Matamos Amarildo — CartaCapital

Crime e sociedade

Matamos Amarildo

Quando a plateia vibrou com a cena final de Tropa de Elite, ela autorizou a barbárie. Só não percebeu que a escopeta estava voltada para ela


por Matheus Pichonelli
publicado 03/10/2013 12:08, última modificação 03/10/2013 15:55

Quando a plateia vibrou com a cena final de Tropa de Elite, ela não percebeu que a escopeta estava voltada para ela

Quando o Capitão Nascimento, com o coturno na garganta do traficante "Baiano", entregou a escopeta nas mãos do Soldado Mathias e determinou a execução do bandido com um balaço no rosto, as salas de cinema do Brasil vibraram como torcida em final de campeonato. Como em uma arquibancada, houve quem se levantasse e aplaudisse a cena de pé, algo inusitado para uma sessão de cinema. O Brasil que pedia direitos humanos para humanos direitos estava vingado.
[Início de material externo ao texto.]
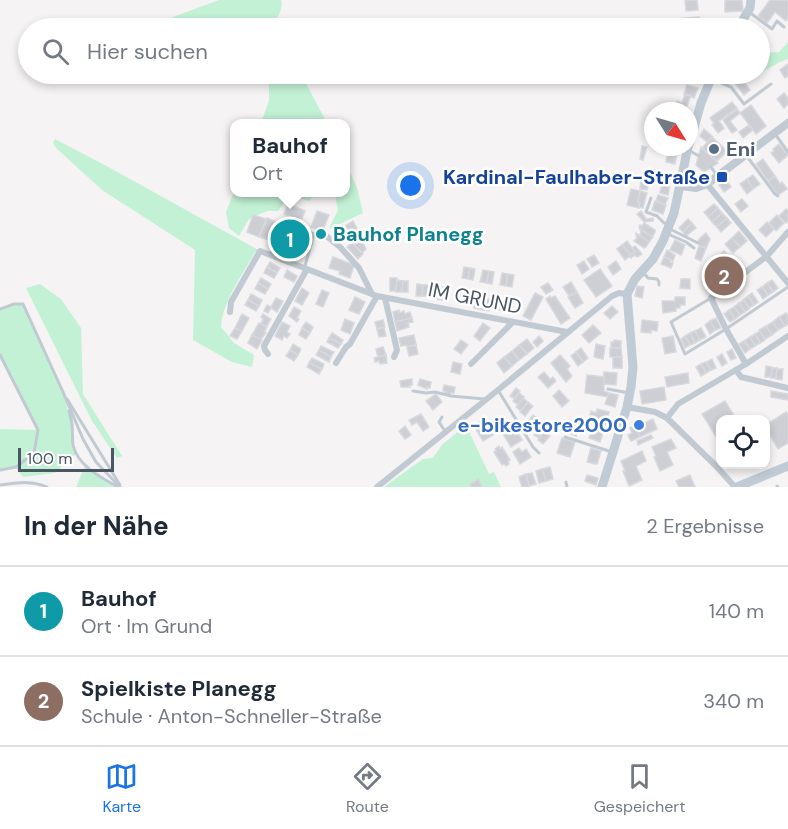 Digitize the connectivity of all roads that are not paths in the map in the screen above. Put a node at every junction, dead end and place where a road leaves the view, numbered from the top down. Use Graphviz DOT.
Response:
graph roads {
  1 [pos="751,0"];
  2 [pos="748,12"];
  3 [pos="744,18"];
  4 [pos="756,18"];
  5 [pos="784,27"];
  6 [pos="770,28"];
  7 [pos="709,84"];
  8 [pos="726,84"];
  9 [pos="771,84"];
  10 [pos="698,118"];
  11 [pos="788,123"];
  12 [pos="774,133"];
  13 [pos="788,152"];
  14 [pos="745,155"];
  15 [pos="687,156"];
  16 [pos="711,167"];
  17 [pos="717,176"];
  18 [pos="707,184"];
  19 [pos="681,186"];
  20 [pos="778,196"];
  21 [pos="651,198"];
  22 [pos="668,229"];
  23 [pos="788,232"];
  24 [pos="325,235"];
  25 [pos="698,243"];
  26 [pos="694,248"];
  27 [pos="271,255"];
  28 [pos="767,256"];
  29 [pos="306,269"];
  30 [pos="642,272"];
  31 [pos="659,285"];
  32 [pos="788,285"];
  33 [pos="627,294"];
  34 [pos="375,295"];
  35 [pos="385,298"];
  36 [pos="711,298"];
  37 [pos="0,309"];
  38 [pos="230,312"];
  39 [pos="510,319"];
  40 [pos="726,329"];
  41 [pos="567,332"];
  42 [pos="788,336"];
  43 [pos="268,354"];
  44 [pos="0,355"];
  45 [pos="394,357"];
  46 [pos="336,363"];
  47 [pos="471,364"];
  48 [pos="746,364"];
  49 [pos="736,370"];
  50 [pos="788,388"];
  51 [pos="608,389"];
  52 [pos="498,390"];
  53 [pos="413,391"];
  54 [pos="63,392"];
  55 [pos="631,393"];
  56 [pos="488,399"];
  57 [pos="627,407"];
  58 [pos="442,417"];
  59 [pos="667,418"];
  60 [pos="446,432"];
  61 [pos="565,437"];
  62 [pos="613,452"];
  63 [pos="539,453"];
  64 [pos="788,466"];
  65 [pos="0,470"];
  66 [pos="566,482"];
  67 [pos="752,484"];
  68 [pos="0,485"];
  69 [pos="47,487"];
  70 [pos="120,487"];
  71 [pos="377,487"];
  72 [pos="567,487"];
  73 [pos="602,487"];
  74 [pos="736,487"];
  1 -- 2 [label="main road"];
  2 -- 3 [label="main road"];
  2 -- 4 [label="lane"];
  5 -- 6 [label="lane"];
  7 -- 10 [label="main road"];
  8 -- 9 [label="lane"];
  11 -- 12 [label="street"];
  12 -- 13 [label="lane"];
  12 -- 14 [label="street"];
  14 -- 17 [label="street"];
  14 -- 20 [label="lane"];
  15 -- 19 [label="main road"];
  16 -- 17 [label="lane"];
  17 -- 18 [label="street"];
  18 -- 19 [label="street"];
  18 -- 28 [label="street"];
  19 -- 22 [label="main road"];
  21 -- 22 [label="lane"];
  22 -- 25 [label="lane"];
  22 -- 26 [label="lane"];
  22 -- 30 [label="main road"];
  23 -- 28 [label="street"];
  24 -- 34 [label="street"];
  27 -- 29 [label="street, IM GRUND"];
  27 -- 29 [label="lane"];
  27 -- 38 [label="street, IM GRUND"];
  28 -- 32 [label="street"];
  28 -- 36 [label="street"];
  29 -- 34 [label="street, IM GRUND"];
  29 -- 43 [label="street"];
  30 -- 31 [label="lane"];
  30 -- 33 [label="main road"];
  32 -- 40 [label="lane"];
  33 -- 41 [label="street"];
  33 -- 55 [label="main road"];
  34 -- 35 [label="street, IM GRUND"];
  34 -- 46 [label="street"];
  35 -- 39 [label="street, IM GRUND"];
  35 -- 45 [label="street"];
  36 -- 40 [label="street"];
  36 -- 40 [label="lane"];
  37 -- 54 [label="lane"];
  39 -- 41 [label="street, IM GRUND"];
  39 -- 47 [label="street"];
  40 -- 48 [label="street"];
  41 -- 52 [label="street"];
  42 -- 48 [label="street"];
  44 -- 65 [label="lane"];
  48 -- 49 [label="street"];
  49 -- 50 [label="street"];
  49 -- 59 [label="street"];
  51 -- 55 [label="lane"];
  52 -- 56 [label="street"];
  52 -- 63 [label="lane"];
  53 -- 56 [label="lane"];
  54 -- 70 [label="lane"];
  54 -- 70 [label="lane"];
  54 -- 70 [label="lane"];
  55 -- 57 [label="main road"];
  56 -- 60 [label="street"];
  57 -- 59 [label="street"];
  57 -- 62 [label="main road"];
  58 -- 60 [label="lane"];
  59 -- 74 [label="street"];
  60 -- 71 [label="street"];
  61 -- 62 [label="lane"];
  62 -- 73 [label="main road"];
  64 -- 67 [label="main road"];
  66 -- 72 [label="lane"];
  67 -- 74 [label="main road"];
  68 -- 69 [label="lane"];
}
José Padilha precisou praticamente desenhar, em Tropa de Elite 2, que aquela escopeta estava voltada, na verdade, para o rosto da plateia. Mas a plateia, em sua sanha punitiva, parecia incapaz de refletir e entender que a tortura, os sacos plásticos e a justiça por determinação própria eram a condenação, e não a redenção, de um país de tragédias cotidianas. Nos dois filmes, todos estavam de alguma forma envolvidos na criminalidade – corruptos e corruptores, produtores e consumidores, eleitos e eleitores – mas só alguns iam para o saco de tortura. As consequências dessa indignação seletiva estavam subentendidas, mas muitos não as captaram: nas camadas superficiais da opinião pública, o apelo a soluções simples é sempre tentador. (Em uma das cenas do segundo filme, Nascimento é aplaudido de pé ao chegar a um restaurante de bacanas após comandar o massacre em um presídio. Padilha mostrava ali que a que violência denunciada em Tropa de Elite não era só caso de policia, mas uma chaga aberta e diariamente cutucada por quem recorre, no discurso ou na ação, a soluções arbitrárias contra um caos legitimado).
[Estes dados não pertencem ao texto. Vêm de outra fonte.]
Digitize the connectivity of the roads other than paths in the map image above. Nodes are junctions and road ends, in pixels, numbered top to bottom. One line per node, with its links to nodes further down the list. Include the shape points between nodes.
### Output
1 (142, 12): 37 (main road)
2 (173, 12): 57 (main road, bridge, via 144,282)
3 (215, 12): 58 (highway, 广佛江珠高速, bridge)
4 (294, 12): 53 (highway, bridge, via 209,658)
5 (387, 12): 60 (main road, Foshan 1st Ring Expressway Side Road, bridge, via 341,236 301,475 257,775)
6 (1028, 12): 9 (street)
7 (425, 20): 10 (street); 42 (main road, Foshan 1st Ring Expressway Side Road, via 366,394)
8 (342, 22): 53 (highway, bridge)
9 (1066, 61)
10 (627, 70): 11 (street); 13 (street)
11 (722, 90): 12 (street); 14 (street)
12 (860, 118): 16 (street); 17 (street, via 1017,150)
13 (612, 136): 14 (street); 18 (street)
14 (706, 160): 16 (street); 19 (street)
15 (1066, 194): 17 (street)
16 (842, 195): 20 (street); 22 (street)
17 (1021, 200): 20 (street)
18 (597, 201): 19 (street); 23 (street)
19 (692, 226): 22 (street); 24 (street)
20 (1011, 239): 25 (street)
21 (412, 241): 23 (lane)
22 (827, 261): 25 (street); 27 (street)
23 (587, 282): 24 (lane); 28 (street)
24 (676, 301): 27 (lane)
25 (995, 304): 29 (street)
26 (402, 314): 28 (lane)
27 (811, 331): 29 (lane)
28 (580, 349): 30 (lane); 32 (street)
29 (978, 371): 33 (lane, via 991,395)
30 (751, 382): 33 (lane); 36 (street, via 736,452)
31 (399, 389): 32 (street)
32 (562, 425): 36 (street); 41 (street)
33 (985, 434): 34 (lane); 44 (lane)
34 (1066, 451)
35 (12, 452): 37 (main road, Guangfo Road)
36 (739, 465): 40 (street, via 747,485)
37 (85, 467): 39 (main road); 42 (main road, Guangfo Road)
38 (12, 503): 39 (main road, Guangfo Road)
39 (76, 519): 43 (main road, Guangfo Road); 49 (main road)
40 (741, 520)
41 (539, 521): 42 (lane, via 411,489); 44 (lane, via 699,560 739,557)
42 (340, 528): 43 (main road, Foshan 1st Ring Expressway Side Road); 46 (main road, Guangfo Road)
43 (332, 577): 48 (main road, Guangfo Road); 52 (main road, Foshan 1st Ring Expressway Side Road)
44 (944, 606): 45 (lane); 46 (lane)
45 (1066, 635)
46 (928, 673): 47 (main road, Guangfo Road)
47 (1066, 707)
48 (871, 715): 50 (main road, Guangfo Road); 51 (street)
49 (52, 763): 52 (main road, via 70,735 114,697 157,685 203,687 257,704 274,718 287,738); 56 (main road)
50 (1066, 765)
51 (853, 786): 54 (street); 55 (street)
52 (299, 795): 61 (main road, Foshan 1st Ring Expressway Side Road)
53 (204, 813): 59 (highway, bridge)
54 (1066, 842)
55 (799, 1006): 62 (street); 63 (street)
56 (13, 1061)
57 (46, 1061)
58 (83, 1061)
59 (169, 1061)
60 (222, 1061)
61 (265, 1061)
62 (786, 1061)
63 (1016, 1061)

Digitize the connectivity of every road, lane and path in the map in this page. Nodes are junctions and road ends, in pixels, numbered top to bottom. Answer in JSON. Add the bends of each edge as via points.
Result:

É possível que este mesmo Brasil que transformou em heroi um personagem complexo e vacilante como o Capitão Nascimento, personagem interpretado por Wagner Moura, não tenha sequer franzido a testa, na vida real, pelo sumiço do ajudante de pedreiro Amarido de Souza, de 47 anos. Para quem não sabe, Amarildo desapareceu no dia 14 de julho após ser levado para a sede da Unidade de Polícia Pacificadora (UPP) da Rocinha. Ninguém sabe ninguém viu o que aconteceu desde então (repita-se: em uma unidade PACIFICADORA). Isso porque as câmeras de monitoramento da região, estranhamente, não registraram a movimentação. Segundo um inquérito aberto pela Divisão de Homicídios da Polícia Civil fluminense (e encaminhado ao Ministério Público do Rio), Amarildo, que era epilético, foi torturado, morto e seu corpo, ocultado. Foram indiciados dez policiais militares lotados à época na UPP, entre eles o ex-comandante da unidade, major Edson dos Santos.
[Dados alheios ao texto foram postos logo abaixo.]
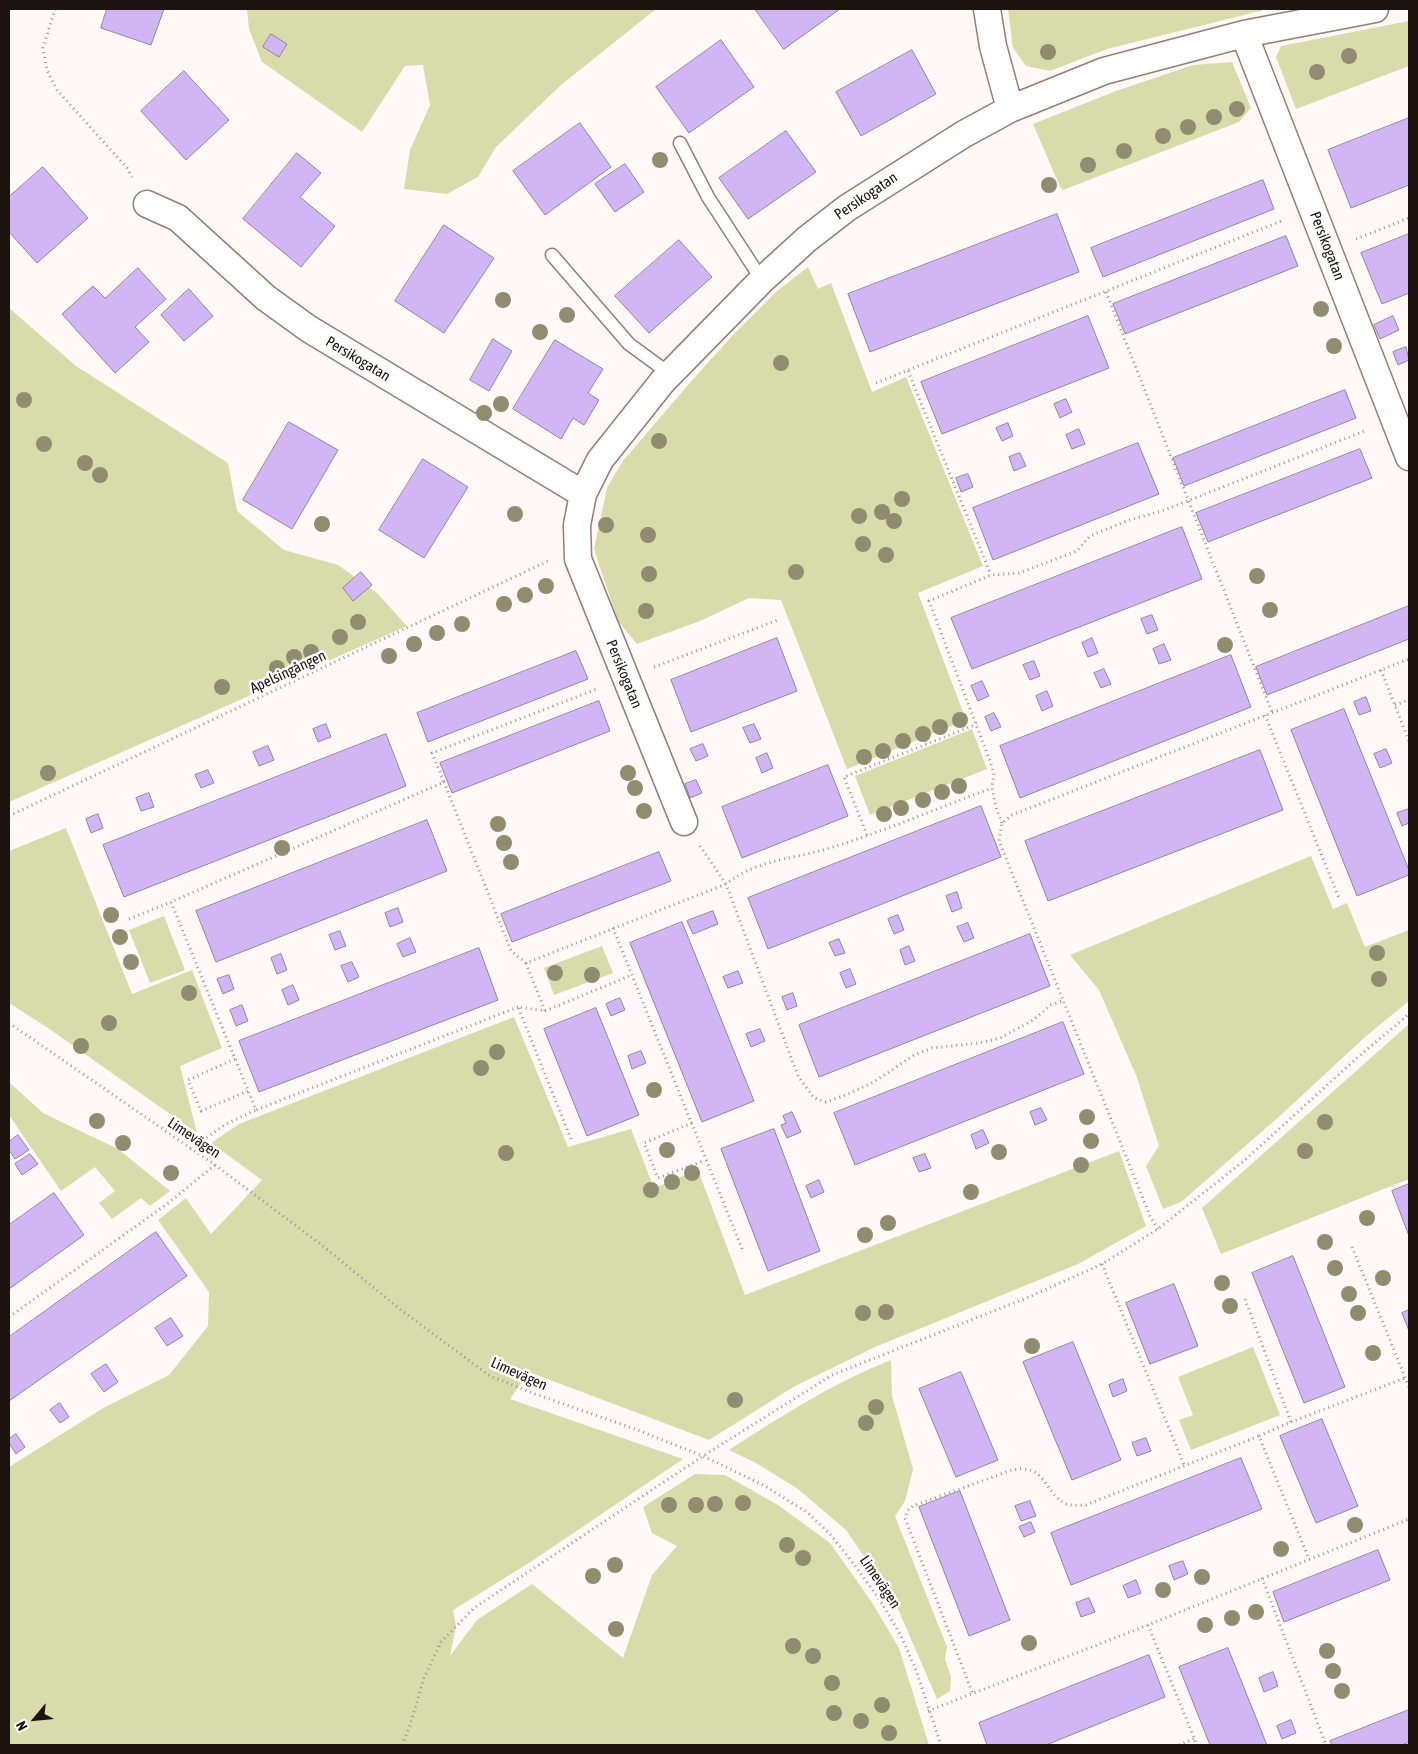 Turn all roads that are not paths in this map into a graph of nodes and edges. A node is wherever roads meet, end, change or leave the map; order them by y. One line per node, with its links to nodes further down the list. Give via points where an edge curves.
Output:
1 (987, 9): 4 (street)
2 (1374, 9): 3 (street, Persikogatan)
3 (1244, 34): 4 (street, Persikogatan, via 1104,71); 10 (street, Persikogatan)
4 (1010, 109): 8 (street, Persikogatan, via 964,134 847,208)
5 (680, 143): 8 (lane, via 708,197)
6 (147, 204): 11 (street, Persikogatan, via 178,218 266,298 309,329)
7 (552, 255): 9 (lane, via 629,344)
8 (762, 280): 9 (street, Persikogatan)
9 (670, 374): 11 (street, Persikogatan, via 600,460)
10 (1409, 457)
11 (583, 494): 12 (street, Persikogatan, via 577,525 578,559)
12 (684, 822)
Na Justiça, todos terão direito a se defender, e é bom que assim seja. Direito que o ajudante de pedreiro não chegou a vislumbrar – seu erro fatal, segundo a investigação, foi ter se negado a fornecer informações sobre traficantes do morro, a quem supostamente preparava churrascos. Sua versão da história será sempre um mistério: no método de depoimento informal aplicado supostamente pelos PMs – com direito a choques elétricos, de acordo com o inquérito – a verdade dos fatos é a primeira a morrer sufocada.

Amarildo não foi a primeira e fatalmente não será a última vítima. Nem da violência nem do descaso nem da ignorância. Os aplausos da plateia abobada de Tropa de Elite são reforçados todos os dias, inclusive quando o governador diz: "E daí? Antigamente havia muito mais Amarildos do que hoje". Tanto Amarildo como o governador não são pontos fora da curva. São uma legião, porque são muitos.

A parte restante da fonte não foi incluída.